Benjamin Netanyahu ha sempre fatto degli accordi di Abramo una bandiera, intentandosi, congiuntamente all’ex presidente americano Donald Trump, una incontestabile vittoria politica internazionale. Fino all’agosto 2020, infatti, Israele era isolatissimo nell’area, potendo contare solo sugli accordi post bellici sottoscritti con i vicini Giordania ed Egitto. Ma nessun altro paese islamico, soprattutto mediorientale o del Golfo, era propenso a stringere rapporti con lo Stato Ebraico, in particolare per l’annosa questione palestinese. Questioni economiche, l’expo di Dubai, necessità di scambi e armi, faccende legate anche ai sorvoli sia militari che civili, hanno però spinto prima Emirati Arabi e Bahrein, poi Marocco e Sudan, ad allacciare rapporti con Israele. Spingendosi anche oltre. Gli Emirati hanno sottoscritto una serie di accordi con Israele, soprattutto nel campo della sicurezza, dall’acquisto di armi e tecnologie alle esercitazioni congiunte; il Bahrein ha permesso la presenza israeliana nel proprio territorio a militari israeliani in servizio nella quinta flotta americana di stanza nel Golfo. Tra Gerusalemme e Abu Dhabi, inoltre, è in via di definizione un accordi di libero scambio che favorirà entrambe le economie. Questo, stando sempre al canale televisivo israeliano, comunque non dovrebbe essere interrotto come pure il coordinamento di sicurezza.

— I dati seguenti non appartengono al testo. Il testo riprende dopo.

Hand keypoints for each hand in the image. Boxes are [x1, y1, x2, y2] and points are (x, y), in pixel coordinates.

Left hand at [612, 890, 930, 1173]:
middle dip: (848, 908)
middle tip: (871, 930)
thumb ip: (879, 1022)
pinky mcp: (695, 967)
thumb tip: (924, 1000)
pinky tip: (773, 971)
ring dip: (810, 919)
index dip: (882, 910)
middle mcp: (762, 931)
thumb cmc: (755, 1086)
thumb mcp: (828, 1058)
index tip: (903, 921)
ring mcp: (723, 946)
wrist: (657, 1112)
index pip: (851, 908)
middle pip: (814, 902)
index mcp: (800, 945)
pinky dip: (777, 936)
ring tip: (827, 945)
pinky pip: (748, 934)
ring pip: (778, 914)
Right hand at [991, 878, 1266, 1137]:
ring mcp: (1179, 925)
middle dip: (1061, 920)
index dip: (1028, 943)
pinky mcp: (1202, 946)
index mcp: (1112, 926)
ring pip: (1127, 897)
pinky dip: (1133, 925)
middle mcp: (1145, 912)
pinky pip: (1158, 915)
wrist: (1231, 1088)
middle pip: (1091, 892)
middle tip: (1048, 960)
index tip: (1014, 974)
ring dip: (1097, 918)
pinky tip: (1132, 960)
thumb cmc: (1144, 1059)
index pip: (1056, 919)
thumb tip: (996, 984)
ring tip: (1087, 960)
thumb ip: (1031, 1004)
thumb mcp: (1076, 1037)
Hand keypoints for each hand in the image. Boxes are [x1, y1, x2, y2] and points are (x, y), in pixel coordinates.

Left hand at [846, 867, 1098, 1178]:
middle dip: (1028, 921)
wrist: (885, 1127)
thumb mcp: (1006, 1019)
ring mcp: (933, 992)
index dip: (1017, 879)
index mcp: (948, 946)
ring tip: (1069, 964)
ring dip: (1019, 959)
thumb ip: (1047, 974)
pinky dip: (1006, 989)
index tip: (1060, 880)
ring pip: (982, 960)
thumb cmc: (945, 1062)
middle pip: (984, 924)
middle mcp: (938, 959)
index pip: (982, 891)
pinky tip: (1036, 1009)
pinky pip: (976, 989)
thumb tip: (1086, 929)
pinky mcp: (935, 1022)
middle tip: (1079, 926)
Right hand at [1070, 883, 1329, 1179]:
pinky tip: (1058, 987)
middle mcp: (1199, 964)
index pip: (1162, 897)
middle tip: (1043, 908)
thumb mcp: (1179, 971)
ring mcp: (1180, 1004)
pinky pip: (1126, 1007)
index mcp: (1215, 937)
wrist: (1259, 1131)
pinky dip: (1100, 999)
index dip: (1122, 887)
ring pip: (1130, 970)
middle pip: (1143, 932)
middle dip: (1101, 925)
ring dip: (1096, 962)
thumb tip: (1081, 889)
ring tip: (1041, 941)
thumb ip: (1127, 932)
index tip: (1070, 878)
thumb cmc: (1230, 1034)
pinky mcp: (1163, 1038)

La decisione emiratina, che il governo israeliano nega sia vera, sarebbe nata soprattutto dopo i fatti di Huwara, il pogrom dei coloni al villaggio cisgiordano dopo che un palestinese aveva ucciso due coloni che percorrevano in macchina la zona. Ben Gvir, ministro della sicurezza, è stato riconosciuto dai paesi arabi anche responsabile di provocazione avendo deciso di effettuare una visita alla spianata delle moschee, come quella che il 28 settembre 2000 l’allora capo del Likud, Ariel Sharon, fece sullo stesso luogo dando il via alla seconda intifada. Dopo i fatti di Hawara, è stato il ministro delle finanze, Smotrich, a salire alla ribalta anti-araba, chiedendo di cancellare il villaggio di Hawara. I due leader destrorsi, il cui appoggio e voti sono necessari alla stabilità dell’esecutivo a guida Netanyahu, si sono sempre opposti a qualsiasi avvicinamento con arabi, sia interni che esterni, considerandoli una minaccia. Netanyahu, dal canto suo, ha invece cercato di stringere quante più relazioni possibili per ottenere internamente l’isolamento della Palestina, esternamente quello dell’Iran. Per questo si parlava da tempo di accordi e di uno stato avanzato di colloqui con l’Arabia Saudita.
Il permesso, concesso solo poche settimane fa, ai voli israeliani di attraversare lo spazio aereo saudita, per tagliare le rotte verso l’Asia, India in particolare, aveva fatto ben sperare. Invece, l’accordo che Riad, mediato da Pechino, ha stretto con Teheran, ha gelato tutti. Al momento, nessun esponente del governo o della presidenza israeliana ha commentato l’accordo. Lo hanno solo fatto, condannandolo, i leader dell’opposizione, che hanno parlato di minaccia ad Israele. Una grana per Netanyahu, che deve affrontare problemi e contestazioni politiche interne, sia da parte dell’opposizione che di molti cittadini, ma anche di alcuni sodali; gelo sulle relazioni internazionali, una delle maggiori vittorie di Bibi degli ultimi anni.